Top of Raw data

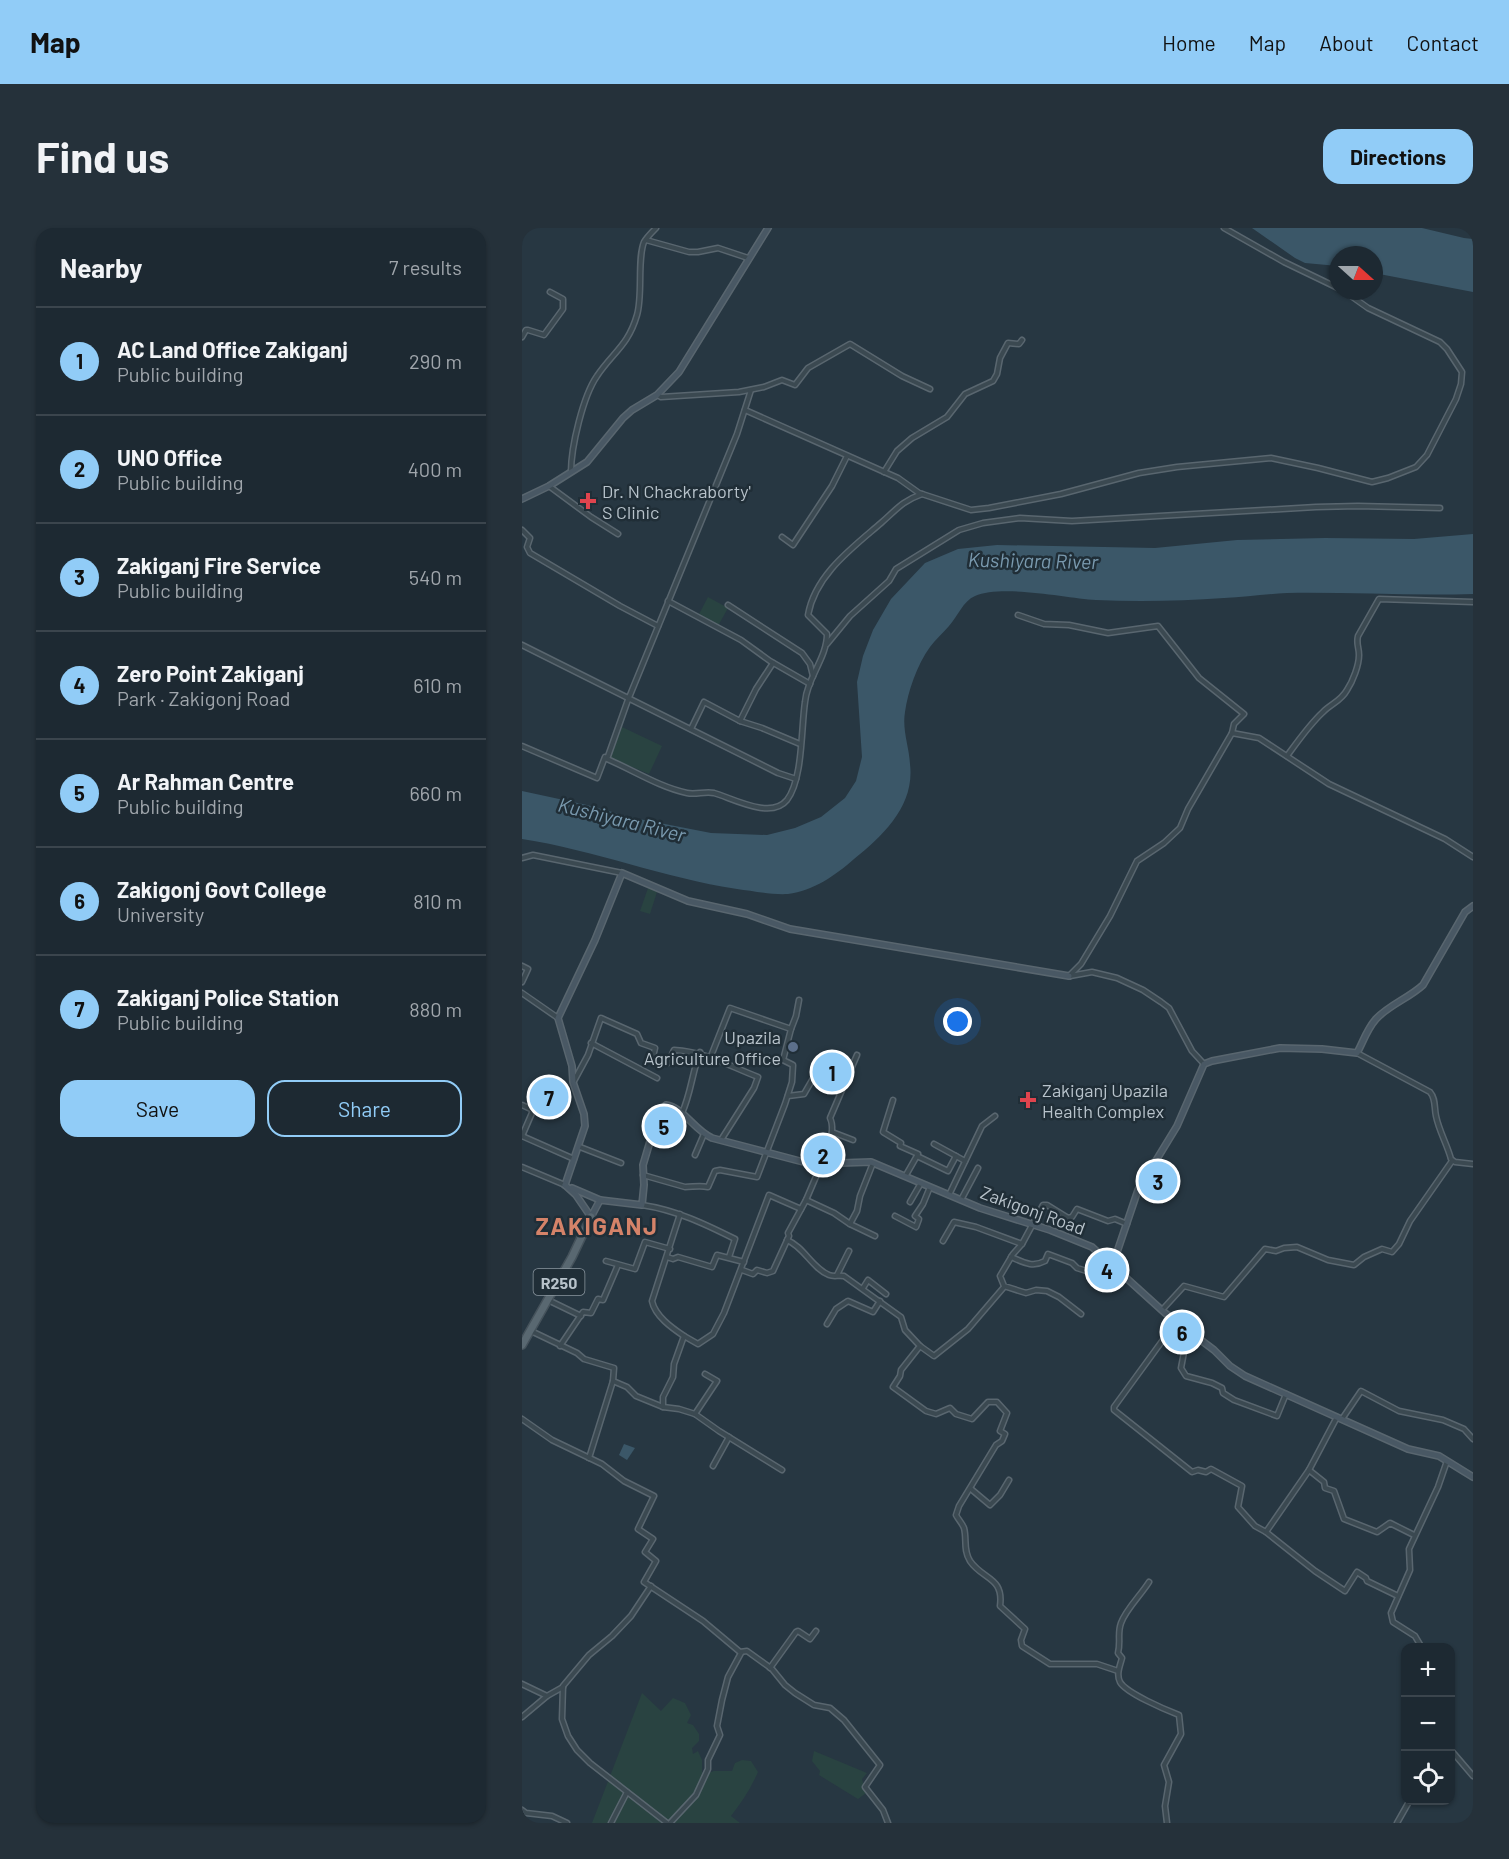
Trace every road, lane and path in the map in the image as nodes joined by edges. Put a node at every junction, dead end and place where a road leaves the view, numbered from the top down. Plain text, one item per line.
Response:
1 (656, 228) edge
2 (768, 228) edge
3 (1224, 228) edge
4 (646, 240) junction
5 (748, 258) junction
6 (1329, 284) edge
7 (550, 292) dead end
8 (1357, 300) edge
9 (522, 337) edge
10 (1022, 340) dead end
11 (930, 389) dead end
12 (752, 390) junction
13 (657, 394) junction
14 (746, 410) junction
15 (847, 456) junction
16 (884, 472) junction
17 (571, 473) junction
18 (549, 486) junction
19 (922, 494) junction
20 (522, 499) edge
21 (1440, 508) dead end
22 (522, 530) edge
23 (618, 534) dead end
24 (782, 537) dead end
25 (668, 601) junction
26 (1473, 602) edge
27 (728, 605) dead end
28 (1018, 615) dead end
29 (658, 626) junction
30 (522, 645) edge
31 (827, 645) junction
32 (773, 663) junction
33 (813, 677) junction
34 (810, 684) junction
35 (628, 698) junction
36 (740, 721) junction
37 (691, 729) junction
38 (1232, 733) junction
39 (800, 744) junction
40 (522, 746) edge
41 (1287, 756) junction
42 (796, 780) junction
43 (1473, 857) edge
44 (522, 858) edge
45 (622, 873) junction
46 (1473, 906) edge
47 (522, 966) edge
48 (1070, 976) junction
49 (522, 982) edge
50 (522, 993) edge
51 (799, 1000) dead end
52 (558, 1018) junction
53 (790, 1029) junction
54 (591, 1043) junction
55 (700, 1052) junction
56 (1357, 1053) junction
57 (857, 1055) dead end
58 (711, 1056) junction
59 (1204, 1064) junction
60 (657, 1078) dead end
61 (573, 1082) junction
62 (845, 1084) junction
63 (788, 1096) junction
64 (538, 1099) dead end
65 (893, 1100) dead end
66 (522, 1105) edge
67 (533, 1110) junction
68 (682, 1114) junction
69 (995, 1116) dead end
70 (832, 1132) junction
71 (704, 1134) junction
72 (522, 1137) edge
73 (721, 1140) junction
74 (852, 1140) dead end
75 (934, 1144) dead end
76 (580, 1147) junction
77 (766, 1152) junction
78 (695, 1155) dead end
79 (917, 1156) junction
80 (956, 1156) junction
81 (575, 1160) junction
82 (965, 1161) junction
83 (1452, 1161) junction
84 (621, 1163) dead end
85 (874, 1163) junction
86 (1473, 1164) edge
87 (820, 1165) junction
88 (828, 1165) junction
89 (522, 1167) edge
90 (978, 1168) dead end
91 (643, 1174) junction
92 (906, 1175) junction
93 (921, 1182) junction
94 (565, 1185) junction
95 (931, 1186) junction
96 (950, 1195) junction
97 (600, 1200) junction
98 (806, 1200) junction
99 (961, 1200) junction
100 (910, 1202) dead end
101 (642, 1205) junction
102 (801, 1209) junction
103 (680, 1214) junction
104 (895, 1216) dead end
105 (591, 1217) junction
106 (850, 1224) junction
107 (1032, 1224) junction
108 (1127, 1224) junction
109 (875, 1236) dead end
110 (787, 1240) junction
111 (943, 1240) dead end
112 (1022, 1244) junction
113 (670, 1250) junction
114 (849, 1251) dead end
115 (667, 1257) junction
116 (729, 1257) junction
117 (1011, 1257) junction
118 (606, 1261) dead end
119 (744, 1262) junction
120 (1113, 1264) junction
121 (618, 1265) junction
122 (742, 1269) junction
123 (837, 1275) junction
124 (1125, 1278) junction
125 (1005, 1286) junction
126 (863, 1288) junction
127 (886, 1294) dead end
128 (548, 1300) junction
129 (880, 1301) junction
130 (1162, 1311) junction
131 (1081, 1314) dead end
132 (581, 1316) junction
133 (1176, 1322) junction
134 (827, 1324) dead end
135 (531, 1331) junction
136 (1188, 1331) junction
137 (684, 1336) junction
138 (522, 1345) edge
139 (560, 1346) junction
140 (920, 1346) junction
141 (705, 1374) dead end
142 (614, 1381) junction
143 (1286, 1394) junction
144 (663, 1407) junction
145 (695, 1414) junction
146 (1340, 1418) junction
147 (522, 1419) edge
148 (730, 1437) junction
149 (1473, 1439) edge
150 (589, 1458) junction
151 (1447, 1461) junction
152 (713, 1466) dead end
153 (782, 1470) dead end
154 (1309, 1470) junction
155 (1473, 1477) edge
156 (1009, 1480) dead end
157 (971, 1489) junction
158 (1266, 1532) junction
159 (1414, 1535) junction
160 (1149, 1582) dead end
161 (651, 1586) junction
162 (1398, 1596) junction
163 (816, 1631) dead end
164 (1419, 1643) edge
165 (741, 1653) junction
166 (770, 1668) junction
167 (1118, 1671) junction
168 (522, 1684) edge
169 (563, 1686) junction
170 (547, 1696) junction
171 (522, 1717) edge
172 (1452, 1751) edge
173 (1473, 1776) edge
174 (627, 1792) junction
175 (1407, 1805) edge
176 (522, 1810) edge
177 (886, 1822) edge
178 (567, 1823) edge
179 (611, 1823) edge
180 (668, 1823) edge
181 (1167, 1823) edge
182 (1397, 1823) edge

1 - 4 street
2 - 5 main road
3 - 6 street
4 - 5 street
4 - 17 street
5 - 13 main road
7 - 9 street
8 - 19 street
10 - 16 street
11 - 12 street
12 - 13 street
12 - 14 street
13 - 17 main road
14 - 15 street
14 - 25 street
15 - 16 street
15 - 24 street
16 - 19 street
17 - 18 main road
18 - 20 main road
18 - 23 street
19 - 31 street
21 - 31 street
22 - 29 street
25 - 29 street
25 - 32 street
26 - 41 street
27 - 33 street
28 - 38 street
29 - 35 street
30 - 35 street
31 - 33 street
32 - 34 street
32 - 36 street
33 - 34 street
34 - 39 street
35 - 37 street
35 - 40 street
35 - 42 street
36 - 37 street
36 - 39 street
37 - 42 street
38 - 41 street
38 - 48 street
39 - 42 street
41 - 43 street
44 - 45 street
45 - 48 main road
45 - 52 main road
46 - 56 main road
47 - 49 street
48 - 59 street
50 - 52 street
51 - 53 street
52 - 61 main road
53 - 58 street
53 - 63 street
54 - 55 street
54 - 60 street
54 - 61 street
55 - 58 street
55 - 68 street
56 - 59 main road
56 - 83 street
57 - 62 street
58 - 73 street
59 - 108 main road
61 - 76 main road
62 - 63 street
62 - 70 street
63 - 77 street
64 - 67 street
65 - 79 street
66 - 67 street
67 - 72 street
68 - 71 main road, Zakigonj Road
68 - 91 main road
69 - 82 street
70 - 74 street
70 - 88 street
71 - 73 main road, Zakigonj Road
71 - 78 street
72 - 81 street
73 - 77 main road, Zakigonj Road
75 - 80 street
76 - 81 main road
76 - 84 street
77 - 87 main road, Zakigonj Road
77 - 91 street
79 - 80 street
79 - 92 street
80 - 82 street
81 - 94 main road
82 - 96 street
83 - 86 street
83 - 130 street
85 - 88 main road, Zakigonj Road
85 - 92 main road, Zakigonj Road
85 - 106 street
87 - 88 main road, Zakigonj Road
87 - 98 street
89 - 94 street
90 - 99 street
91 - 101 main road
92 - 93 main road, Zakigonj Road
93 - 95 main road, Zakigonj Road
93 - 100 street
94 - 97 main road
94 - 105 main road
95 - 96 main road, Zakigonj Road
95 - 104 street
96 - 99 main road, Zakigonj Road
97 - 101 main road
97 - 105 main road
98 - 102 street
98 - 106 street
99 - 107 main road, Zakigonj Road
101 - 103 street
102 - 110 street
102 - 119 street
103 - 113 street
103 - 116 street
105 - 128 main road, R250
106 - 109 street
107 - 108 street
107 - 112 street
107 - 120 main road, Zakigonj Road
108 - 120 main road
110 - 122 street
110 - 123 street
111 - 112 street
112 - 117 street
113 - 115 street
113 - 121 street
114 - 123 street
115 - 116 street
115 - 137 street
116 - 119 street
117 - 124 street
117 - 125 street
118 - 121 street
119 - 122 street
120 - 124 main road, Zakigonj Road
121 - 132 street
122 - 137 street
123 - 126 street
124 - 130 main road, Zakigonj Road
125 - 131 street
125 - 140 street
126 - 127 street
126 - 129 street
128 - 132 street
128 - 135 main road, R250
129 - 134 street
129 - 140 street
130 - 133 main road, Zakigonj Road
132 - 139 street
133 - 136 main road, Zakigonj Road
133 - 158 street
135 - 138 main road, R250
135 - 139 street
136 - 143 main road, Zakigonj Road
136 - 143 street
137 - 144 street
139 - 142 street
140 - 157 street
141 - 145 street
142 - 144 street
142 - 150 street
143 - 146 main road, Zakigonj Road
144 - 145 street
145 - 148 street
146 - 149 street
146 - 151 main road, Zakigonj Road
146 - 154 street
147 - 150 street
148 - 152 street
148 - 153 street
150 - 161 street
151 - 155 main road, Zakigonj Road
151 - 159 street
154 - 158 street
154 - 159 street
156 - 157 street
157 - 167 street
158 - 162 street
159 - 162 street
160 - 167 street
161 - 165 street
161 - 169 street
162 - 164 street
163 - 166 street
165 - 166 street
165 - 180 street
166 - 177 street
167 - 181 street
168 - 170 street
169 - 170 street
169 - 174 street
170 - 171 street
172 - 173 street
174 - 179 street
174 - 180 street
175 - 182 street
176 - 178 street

Bottom of Raw data
Top of Raw data

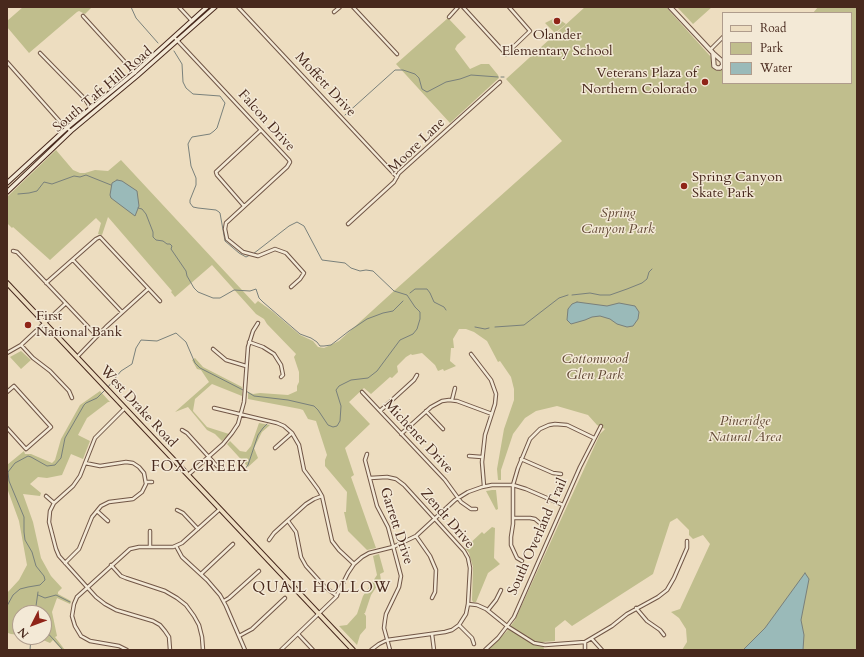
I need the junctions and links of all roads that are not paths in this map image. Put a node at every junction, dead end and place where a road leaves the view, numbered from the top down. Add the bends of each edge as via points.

Bottom of Raw data
Top of Raw data

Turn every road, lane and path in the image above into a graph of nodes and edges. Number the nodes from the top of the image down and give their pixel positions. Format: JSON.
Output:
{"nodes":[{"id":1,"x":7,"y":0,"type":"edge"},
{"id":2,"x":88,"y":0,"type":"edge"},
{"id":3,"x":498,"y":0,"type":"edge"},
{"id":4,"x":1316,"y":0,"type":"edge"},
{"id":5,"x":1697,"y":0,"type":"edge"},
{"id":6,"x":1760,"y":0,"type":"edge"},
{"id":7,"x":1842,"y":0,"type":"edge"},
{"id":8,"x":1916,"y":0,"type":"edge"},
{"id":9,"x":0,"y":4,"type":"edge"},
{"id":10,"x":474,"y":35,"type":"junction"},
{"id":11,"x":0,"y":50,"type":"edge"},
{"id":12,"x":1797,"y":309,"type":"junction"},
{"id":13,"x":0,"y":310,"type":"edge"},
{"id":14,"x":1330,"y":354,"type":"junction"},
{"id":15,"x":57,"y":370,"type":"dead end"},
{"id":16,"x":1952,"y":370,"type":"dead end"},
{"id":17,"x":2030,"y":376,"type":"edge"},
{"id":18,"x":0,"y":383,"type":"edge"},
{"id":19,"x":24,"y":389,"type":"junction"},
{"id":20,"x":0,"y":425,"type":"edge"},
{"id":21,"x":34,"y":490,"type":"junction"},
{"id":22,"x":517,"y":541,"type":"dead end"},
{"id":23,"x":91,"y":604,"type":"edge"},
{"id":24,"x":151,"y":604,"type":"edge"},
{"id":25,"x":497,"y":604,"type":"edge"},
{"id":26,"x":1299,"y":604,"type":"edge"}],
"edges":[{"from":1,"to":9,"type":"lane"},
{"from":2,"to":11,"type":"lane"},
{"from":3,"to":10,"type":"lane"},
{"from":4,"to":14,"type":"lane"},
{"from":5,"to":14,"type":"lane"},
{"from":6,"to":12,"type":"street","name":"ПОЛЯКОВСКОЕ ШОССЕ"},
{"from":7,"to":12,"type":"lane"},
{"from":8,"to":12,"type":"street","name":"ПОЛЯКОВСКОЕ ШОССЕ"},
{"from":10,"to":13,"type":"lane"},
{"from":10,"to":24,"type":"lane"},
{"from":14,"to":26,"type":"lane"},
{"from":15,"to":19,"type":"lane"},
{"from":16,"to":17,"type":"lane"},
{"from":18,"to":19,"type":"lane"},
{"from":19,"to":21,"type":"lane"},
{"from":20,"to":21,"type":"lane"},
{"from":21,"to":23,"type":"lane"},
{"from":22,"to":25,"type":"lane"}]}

Bottom of Raw data

• [Aim of the task]:
Copy out each line carrying the string "view" from the data.

• [Output for this task]:
Trace every road, lane and path in the map in the image as nodes joined by edges. Put a node at every junction, dead end and place where a road leaves the view, numbered from the top down. Plain text, one item per line.
I need the junctions and links of all roads that are not paths in this map image. Put a node at every junction, dead end and place where a road leaves the view, numbered from the top down. Add the bends of each edge as via points.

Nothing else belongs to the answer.